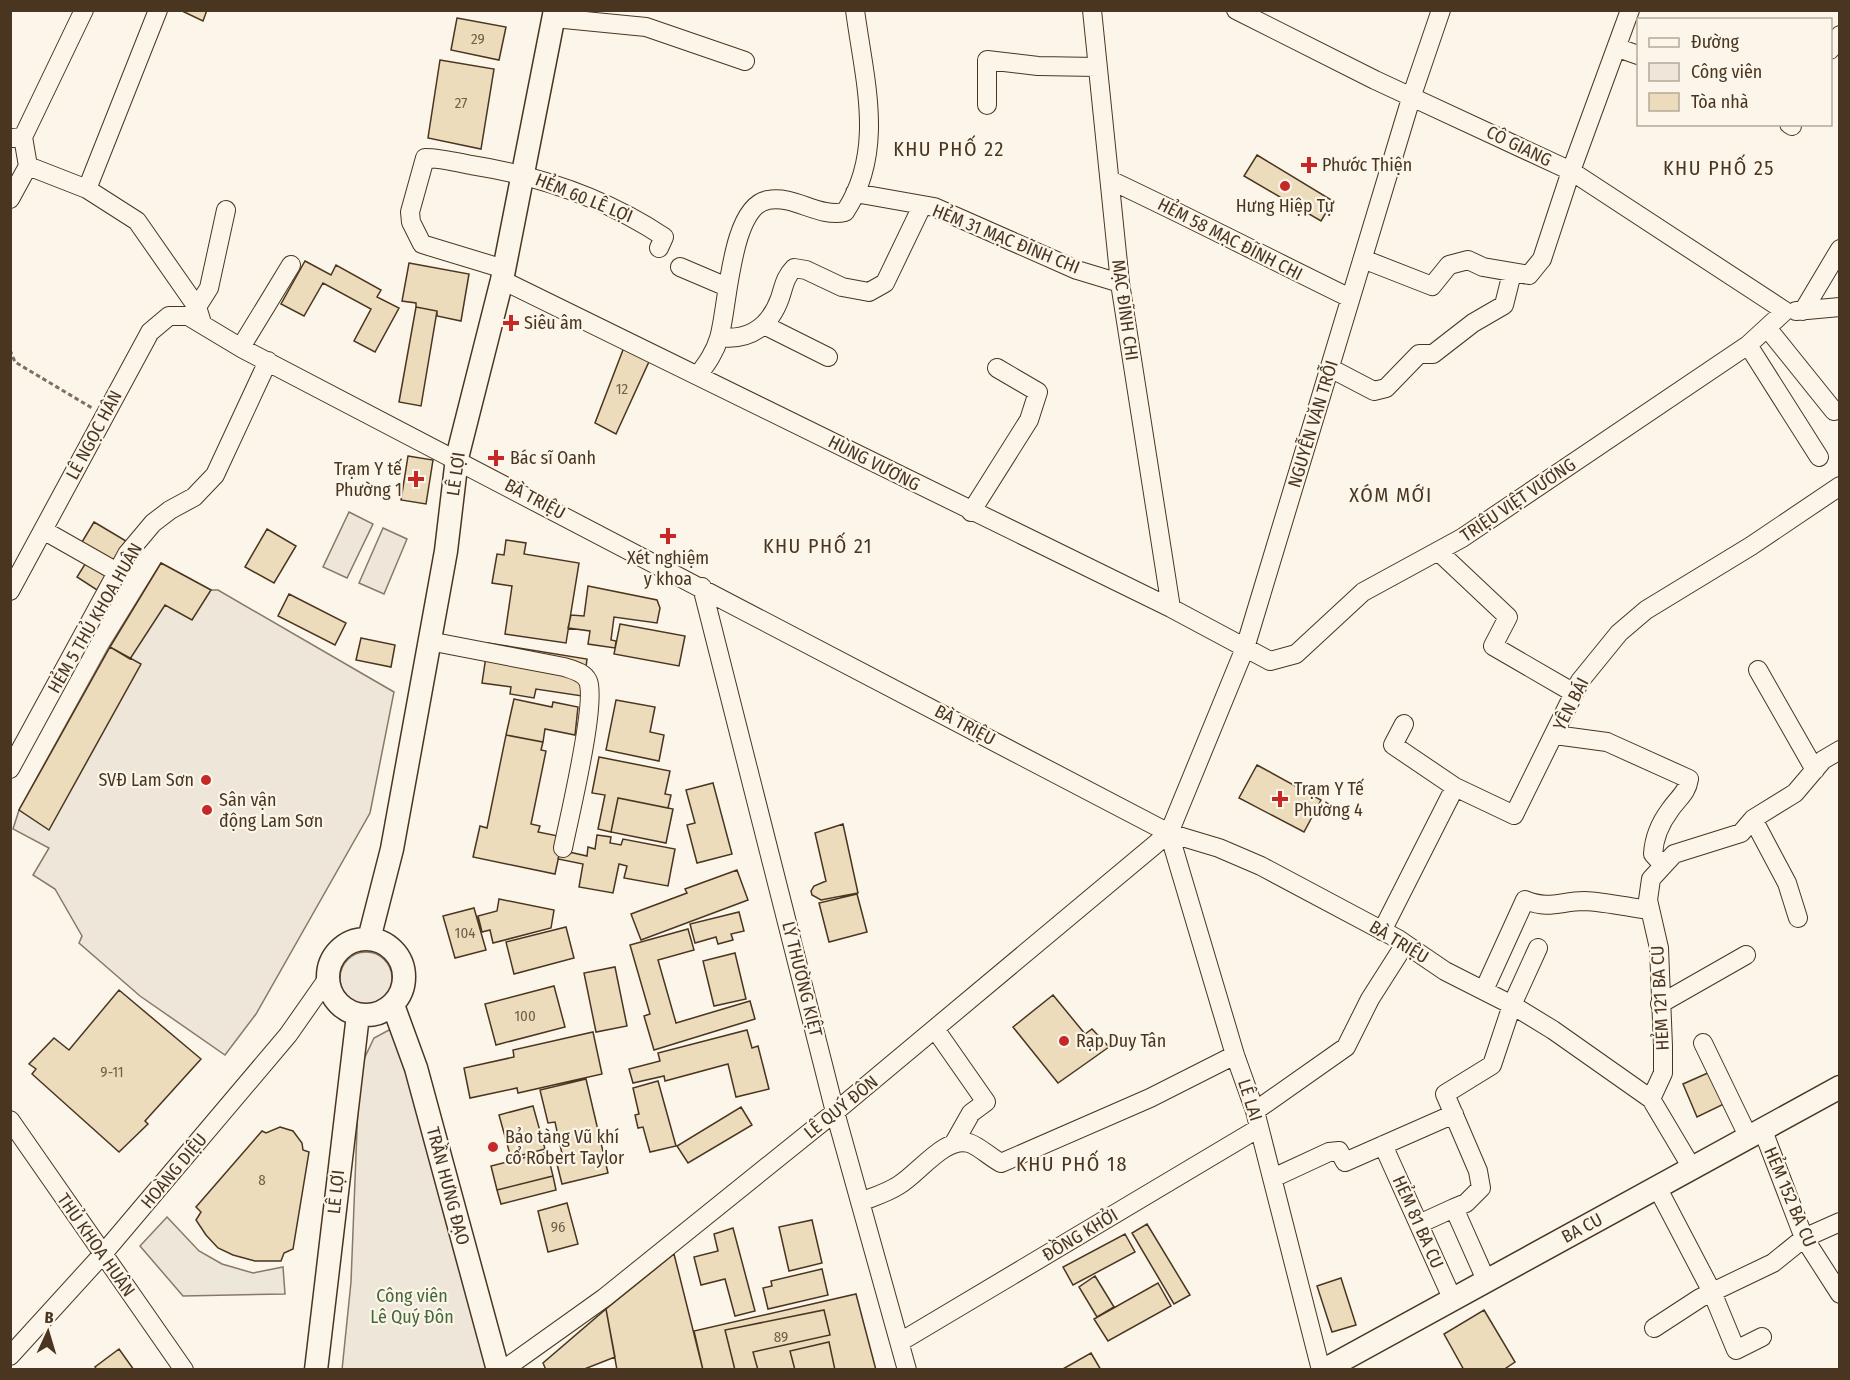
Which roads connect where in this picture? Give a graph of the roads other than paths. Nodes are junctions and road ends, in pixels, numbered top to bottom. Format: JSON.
{"nodes":[{"id":1,"x":84,"y":10,"type":"edge"},
{"id":2,"x":158,"y":10,"type":"edge"},
{"id":3,"x":855,"y":10,"type":"edge"},
{"id":4,"x":1092,"y":10,"type":"edge"},
{"id":5,"x":1441,"y":10,"type":"edge"},
{"id":6,"x":1630,"y":10,"type":"edge"},
{"id":7,"x":1244,"y":12,"type":"edge"},
{"id":8,"x":554,"y":14,"type":"edge"},
{"id":9,"x":1618,"y":48,"type":"junction"},
{"id":10,"x":1637,"y":55,"type":"edge"},
{"id":11,"x":744,"y":61,"type":"dead end"},
{"id":12,"x":1097,"y":67,"type":"junction"},
{"id":13,"x":1412,"y":95,"type":"junction"},
{"id":14,"x":987,"y":105,"type":"dead end"},
{"id":15,"x":16,"y":137,"type":"edge"},
{"id":16,"x":28,"y":166,"type":"junction"},
{"id":17,"x":1571,"y":171,"type":"junction"},
{"id":18,"x":523,"y":173,"type":"junction"},
{"id":19,"x":1110,"y":180,"type":"junction"},
{"id":20,"x":87,"y":189,"type":"junction"},
{"id":21,"x":855,"y":193,"type":"junction"},
{"id":22,"x":10,"y":199,"type":"edge"},
{"id":23,"x":922,"y":206,"type":"junction"},
{"id":24,"x":226,"y":210,"type":"dead end"},
{"id":25,"x":659,"y":248,"type":"dead end"},
{"id":26,"x":1839,"y":249,"type":"edge"},
{"id":27,"x":1364,"y":260,"type":"junction"},
{"id":28,"x":291,"y":265,"type":"dead end"},
{"id":29,"x":680,"y":267,"type":"dead end"},
{"id":30,"x":1512,"y":273,"type":"junction"},
{"id":31,"x":503,"y":275,"type":"junction"},
{"id":32,"x":1120,"y":283,"type":"junction"},
{"id":33,"x":727,"y":287,"type":"junction"},
{"id":34,"x":1350,"y":298,"type":"junction"},
{"id":35,"x":1839,"y":306,"type":"edge"},
{"id":36,"x":1794,"y":311,"type":"junction"},
{"id":37,"x":199,"y":315,"type":"junction"},
{"id":38,"x":766,"y":326,"type":"junction"},
{"id":39,"x":1768,"y":329,"type":"junction"},
{"id":40,"x":720,"y":337,"type":"junction"},
{"id":41,"x":1748,"y":345,"type":"junction"},
{"id":42,"x":242,"y":347,"type":"junction"},
{"id":43,"x":828,"y":357,"type":"dead end"},
{"id":44,"x":268,"y":361,"type":"junction"},
{"id":45,"x":997,"y":368,"type":"dead end"},
{"id":46,"x":1330,"y":368,"type":"junction"},
{"id":47,"x":699,"y":374,"type":"junction"},
{"id":48,"x":1834,"y":411,"type":"dead end"},
{"id":49,"x":1820,"y":457,"type":"dead end"},
{"id":50,"x":457,"y":458,"type":"junction"},
{"id":51,"x":1839,"y":486,"type":"edge"},
{"id":52,"x":971,"y":512,"type":"junction"},
{"id":53,"x":43,"y":530,"type":"junction"},
{"id":54,"x":1439,"y":552,"type":"junction"},
{"id":55,"x":117,"y":572,"type":"junction"},
{"id":56,"x":702,"y":587,"type":"junction"},
{"id":57,"x":10,"y":591,"type":"edge"},
{"id":58,"x":1171,"y":608,"type":"junction"},
{"id":59,"x":429,"y":641,"type":"junction"},
{"id":60,"x":1245,"y":648,"type":"junction"},
{"id":61,"x":1758,"y":669,"type":"dead end"},
{"id":62,"x":1574,"y":693,"type":"junction"},
{"id":63,"x":1404,"y":724,"type":"dead end"},
{"id":64,"x":1555,"y":735,"type":"junction"},
{"id":65,"x":1839,"y":750,"type":"edge"},
{"id":66,"x":10,"y":769,"type":"edge"},
{"id":67,"x":1815,"y":770,"type":"junction"},
{"id":68,"x":1455,"y":787,"type":"junction"},
{"id":69,"x":1753,"y":819,"type":"junction"},
{"id":70,"x":1169,"y":832,"type":"junction"},
{"id":71,"x":563,"y":848,"type":"dead end"},
{"id":72,"x":1663,"y":865,"type":"junction"},
{"id":73,"x":1649,"y":910,"type":"junction"},
{"id":74,"x":1798,"y":918,"type":"dead end"},
{"id":75,"x":1382,"y":931,"type":"junction"},
{"id":76,"x":369,"y":939,"type":"junction"},
{"id":77,"x":1405,"y":944,"type":"junction"},
{"id":78,"x":1538,"y":948,"type":"dead end"},
{"id":79,"x":1746,"y":955,"type":"dead end"},
{"id":80,"x":328,"y":978,"type":"junction"},
{"id":81,"x":1484,"y":990,"type":"junction"},
{"id":82,"x":1660,"y":1004,"type":"junction"},
{"id":83,"x":393,"y":1005,"type":"junction"},
{"id":84,"x":1512,"y":1005,"type":"junction"},
{"id":85,"x":358,"y":1015,"type":"junction"},
{"id":86,"x":935,"y":1029,"type":"junction"},
{"id":87,"x":1703,"y":1042,"type":"dead end"},
{"id":88,"x":1235,"y":1055,"type":"junction"},
{"id":89,"x":1839,"y":1087,"type":"edge"},
{"id":90,"x":1651,"y":1100,"type":"junction"},
{"id":91,"x":835,"y":1112,"type":"junction"},
{"id":92,"x":1454,"y":1114,"type":"junction"},
{"id":93,"x":10,"y":1120,"type":"edge"},
{"id":94,"x":1257,"y":1120,"type":"junction"},
{"id":95,"x":1755,"y":1132,"type":"junction"},
{"id":96,"x":954,"y":1143,"type":"junction"},
{"id":97,"x":1383,"y":1145,"type":"junction"},
{"id":98,"x":1692,"y":1168,"type":"junction"},
{"id":99,"x":1273,"y":1178,"type":"junction"},
{"id":100,"x":1658,"y":1187,"type":"junction"},
{"id":101,"x":860,"y":1202,"type":"junction"},
{"id":102,"x":1454,"y":1208,"type":"junction"},
{"id":103,"x":1839,"y":1222,"type":"edge"},
{"id":104,"x":1419,"y":1224,"type":"junction"},
{"id":105,"x":1804,"y":1238,"type":"junction"},
{"id":106,"x":102,"y":1255,"type":"junction"},
{"id":107,"x":1486,"y":1280,"type":"junction"},
{"id":108,"x":1712,"y":1292,"type":"junction"},
{"id":109,"x":1839,"y":1294,"type":"edge"},
{"id":110,"x":1452,"y":1299,"type":"junction"},
{"id":111,"x":1654,"y":1328,"type":"dead end"},
{"id":112,"x":1762,"y":1337,"type":"dead end"},
{"id":113,"x":900,"y":1342,"type":"junction"},
{"id":114,"x":10,"y":1356,"type":"edge"},
{"id":115,"x":184,"y":1370,"type":"edge"},
{"id":116,"x":316,"y":1370,"type":"edge"},
{"id":117,"x":498,"y":1370,"type":"edge"},
{"id":118,"x":503,"y":1370,"type":"edge"},
{"id":119,"x":907,"y":1370,"type":"edge"},
{"id":120,"x":1322,"y":1370,"type":"edge"}],
"edges":[{"from":1,"to":15,"type":"street"},
{"from":2,"to":20,"type":"street"},
{"from":3,"to":21,"type":"street"},
{"from":4,"to":12,"type":"street","name":"MẠC ĐĨNH CHI"},
{"from":5,"to":13,"type":"street","name":"NGUYỄN VĂN TRỖI"},
{"from":6,"to":9,"type":"street"},
{"from":7,"to":13,"type":"street","name":"CÔ GIANG"},
{"from":8,"to":11,"type":"street"},
{"from":8,"to":18,"type":"main road","name":"LÊ LỢI"},
{"from":9,"to":10,"type":"street"},
{"from":9,"to":17,"type":"street"},
{"from":12,"to":14,"type":"street"},
{"from":12,"to":19,"type":"street","name":"MẠC ĐĨNH CHI"},
{"from":13,"to":17,"type":"street","name":"CÔ GIANG"},
{"from":13,"to":27,"type":"street","name":"NGUYỄN VĂN TRỖI"},
{"from":15,"to":16,"type":"street"},
{"from":16,"to":20,"type":"street"},
{"from":16,"to":22,"type":"street"},
{"from":17,"to":30,"type":"street"},
{"from":17,"to":36,"type":"street","name":"CÔ GIANG"},
{"from":18,"to":25,"type":"street","name":"HẺM 60 LÊ LỢI"},
{"from":18,"to":31,"type":"main road","name":"LÊ LỢI"},
{"from":18,"to":31,"type":"street","name":"HÙNG VƯƠNG"},
{"from":19,"to":32,"type":"street","name":"MẠC ĐĨNH CHI"},
{"from":19,"to":34,"type":"street","name":"HẺM 58 MẠC ĐĨNH CHI"},
{"from":20,"to":37,"type":"street"},
{"from":21,"to":23,"type":"street","name":"HẺM 31 MẠC ĐĨNH CHI"},
{"from":21,"to":33,"type":"street"},
{"from":23,"to":32,"type":"street","name":"HẺM 31 MẠC ĐĨNH CHI"},
{"from":23,"to":38,"type":"street"},
{"from":24,"to":37,"type":"street"},
{"from":26,"to":36,"type":"street","name":"TRIỆU VIỆT VƯƠNG"},
{"from":27,"to":30,"type":"street"},
{"from":27,"to":34,"type":"street","name":"NGUYỄN VĂN TRỖI"},
{"from":28,"to":42,"type":"street"},
{"from":29,"to":33,"type":"street"},
{"from":30,"to":46,"type":"street"},
{"from":31,"to":47,"type":"street","name":"HÙNG VƯƠNG"},
{"from":31,"to":50,"type":"main road","name":"LÊ LỢI"},
{"from":32,"to":58,"type":"street","name":"MẠC ĐĨNH CHI"},
{"from":33,"to":40,"type":"street"},
{"from":34,"to":46,"type":"street","name":"NGUYỄN VĂN TRỖI"},
{"from":35,"to":36,"type":"street"},
{"from":36,"to":39,"type":"street","name":"TRIỆU VIỆT VƯƠNG"},
{"from":37,"to":42,"type":"street","name":"BÀ TRIỆU"},
{"from":37,"to":53,"type":"street","name":"LÊ NGỌC HÂN"},
{"from":38,"to":40,"type":"street"},
{"from":38,"to":43,"type":"street"},
{"from":39,"to":41,"type":"street","name":"TRIỆU VIỆT VƯƠNG"},
{"from":39,"to":48,"type":"street"},
{"from":40,"to":47,"type":"street"},
{"from":41,"to":49,"type":"street"},
{"from":41,"to":54,"type":"street","name":"TRIỆU VIỆT VƯƠNG"},
{"from":42,"to":44,"type":"street","name":"BÀ TRIỆU"},
{"from":44,"to":50,"type":"street","name":"BÀ TRIỆU"},
{"from":44,"to":55,"type":"street","name":"HẺM 5 THỦ KHOA HUÂN"},
{"from":45,"to":52,"type":"street"},
{"from":46,"to":60,"type":"street","name":"NGUYỄN VĂN TRỖI"},
{"from":47,"to":52,"type":"street","name":"HÙNG VƯƠNG"},
{"from":50,"to":56,"type":"street","name":"BÀ TRIỆU"},
{"from":50,"to":59,"type":"main road","name":"LÊ LỢI"},
{"from":51,"to":62,"type":"street","name":"YÊN BÁI"},
{"from":52,"to":58,"type":"street","name":"HÙNG VƯƠNG"},
{"from":53,"to":55,"type":"street"},
{"from":53,"to":57,"type":"street","name":"LÊ NGỌC HÂN"},
{"from":54,"to":60,"type":"street","name":"TRIỆU VIỆT VƯƠNG"},
{"from":54,"to":62,"type":"street"},
{"from":55,"to":66,"type":"street","name":"HẺM 5 THỦ KHOA HUÂN"},
{"from":56,"to":70,"type":"street","name":"BÀ TRIỆU"},
{"from":56,"to":91,"type":"street","name":"LÝ THƯỜNG KIỆT"},
{"from":58,"to":60,"type":"street","name":"HÙNG VƯƠNG"},
{"from":59,"to":71,"type":"street"},
{"from":59,"to":76,"type":"main road","name":"LÊ LỢI"},
{"from":60,"to":70,"type":"street","name":"NGUYỄN VĂN TRỖI"},
{"from":61,"to":67,"type":"street"},
{"from":62,"to":64,"type":"street","name":"YÊN BÁI"},
{"from":63,"to":68,"type":"street"},
{"from":64,"to":68,"type":"street","name":"YÊN BÁI"},
{"from":64,"to":72,"type":"street"},
{"from":65,"to":67,"type":"street"},
{"from":67,"to":69,"type":"street"},
{"from":68,"to":75,"type":"street"},
{"from":69,"to":72,"type":"street"},
{"from":69,"to":74,"type":"street"},
{"from":70,"to":75,"type":"street","name":"BÀ TRIỆU"},
{"from":70,"to":86,"type":"street","name":"LÊ QUÝ ĐÔN"},
{"from":70,"to":88,"type":"street","name":"LÊ LAI"},
{"from":72,"to":73,"type":"street","name":"HẺM 121 BA CU"},
{"from":73,"to":81,"type":"street"},
{"from":73,"to":82,"type":"street","name":"HẺM 121 BA CU"},
{"from":75,"to":77,"type":"street","name":"BÀ TRIỆU"},
{"from":76,"to":80,"type":"main road"},
{"from":76,"to":83,"type":"main road"},
{"from":77,"to":81,"type":"street","name":"BÀ TRIỆU"},
{"from":77,"to":94,"type":"street","name":"ĐỒNG KHỞI"},
{"from":78,"to":84,"type":"street"},
{"from":79,"to":82,"type":"street"},
{"from":80,"to":85,"type":"main road"},
{"from":80,"to":106,"type":"street","name":"HOÀNG DIỆU"},
{"from":81,"to":84,"type":"street","name":"BÀ TRIỆU"},
{"from":82,"to":90,"type":"street","name":"HẺM 121 BA CU"},
{"from":83,"to":85,"type":"main road"},
{"from":83,"to":117,"type":"main road","name":"TRẦN HƯNG ĐẠO"},
{"from":84,"to":90,"type":"street","name":"BÀ TRIỆU"},
{"from":84,"to":92,"type":"street"},
{"from":85,"to":116,"type":"main road","name":"LÊ LỢI"},
{"from":86,"to":91,"type":"street","name":"LÊ QUÝ ĐÔN"},
{"from":86,"to":96,"type":"street"},
{"from":87,"to":95,"type":"street","name":"HẺM 152 BA CU"},
{"from":88,"to":94,"type":"street","name":"LÊ LAI"},
{"from":88,"to":96,"type":"street"},
{"from":89,"to":95,"type":"main road","name":"BA CU"},
{"from":90,"to":98,"type":"street","name":"BÀ TRIỆU"},
{"from":91,"to":101,"type":"street","name":"LÝ THƯỜNG KIỆT"},
{"from":91,"to":118,"type":"street","name":"LÊ QUÝ ĐÔN"},
{"from":92,"to":97,"type":"street"},
{"from":92,"to":102,"type":"street"},
{"from":93,"to":106,"type":"street","name":"THỦ KHOA HUÂN"},
{"from":94,"to":99,"type":"street","name":"LÊ LAI"},
{"from":94,"to":113,"type":"street","name":"ĐỒNG KHỞI"},
{"from":95,"to":98,"type":"main road","name":"BA CU"},
{"from":95,"to":105,"type":"street","name":"HẺM 152 BA CU"},
{"from":96,"to":101,"type":"street"},
{"from":97,"to":99,"type":"street"},
{"from":97,"to":104,"type":"street","name":"HẺM 81 BA CU"},
{"from":98,"to":100,"type":"main road","name":"BA CU"},
{"from":99,"to":120,"type":"street","name":"LÊ LAI"},
{"from":100,"to":107,"type":"main road","name":"BA CU"},
{"from":100,"to":108,"type":"street"},
{"from":101,"to":113,"type":"street","name":"LÝ THƯỜNG KIỆT"},
{"from":102,"to":104,"type":"street"},
{"from":102,"to":107,"type":"street"},
{"from":103,"to":105,"type":"street"},
{"from":104,"to":110,"type":"street","name":"HẺM 81 BA CU"},
{"from":105,"to":108,"type":"street"},
{"from":105,"to":109,"type":"street","name":"HẺM 152 BA CU"},
{"from":106,"to":114,"type":"street","name":"HOÀNG DIỆU"},
{"from":106,"to":115,"type":"street","name":"THỦ KHOA HUÂN"},
{"from":107,"to":110,"type":"main road","name":"BA CU"},
{"from":108,"to":111,"type":"street"},
{"from":108,"to":112,"type":"street"},
{"from":110,"to":120,"type":"main road","name":"BA CU"},
{"from":113,"to":119,"type":"street","name":"LÝ THƯỜNG KIỆT"}]}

### WORK REQUIRED:
Gather every line from the listing above in which the word "HOÀNG" appears.

### RESPONSE BELOW:
{"from":80,"to":106,"type":"street","name":"HOÀNG DIỆU"},
{"from":106,"to":114,"type":"street","name":"HOÀNG DIỆU"},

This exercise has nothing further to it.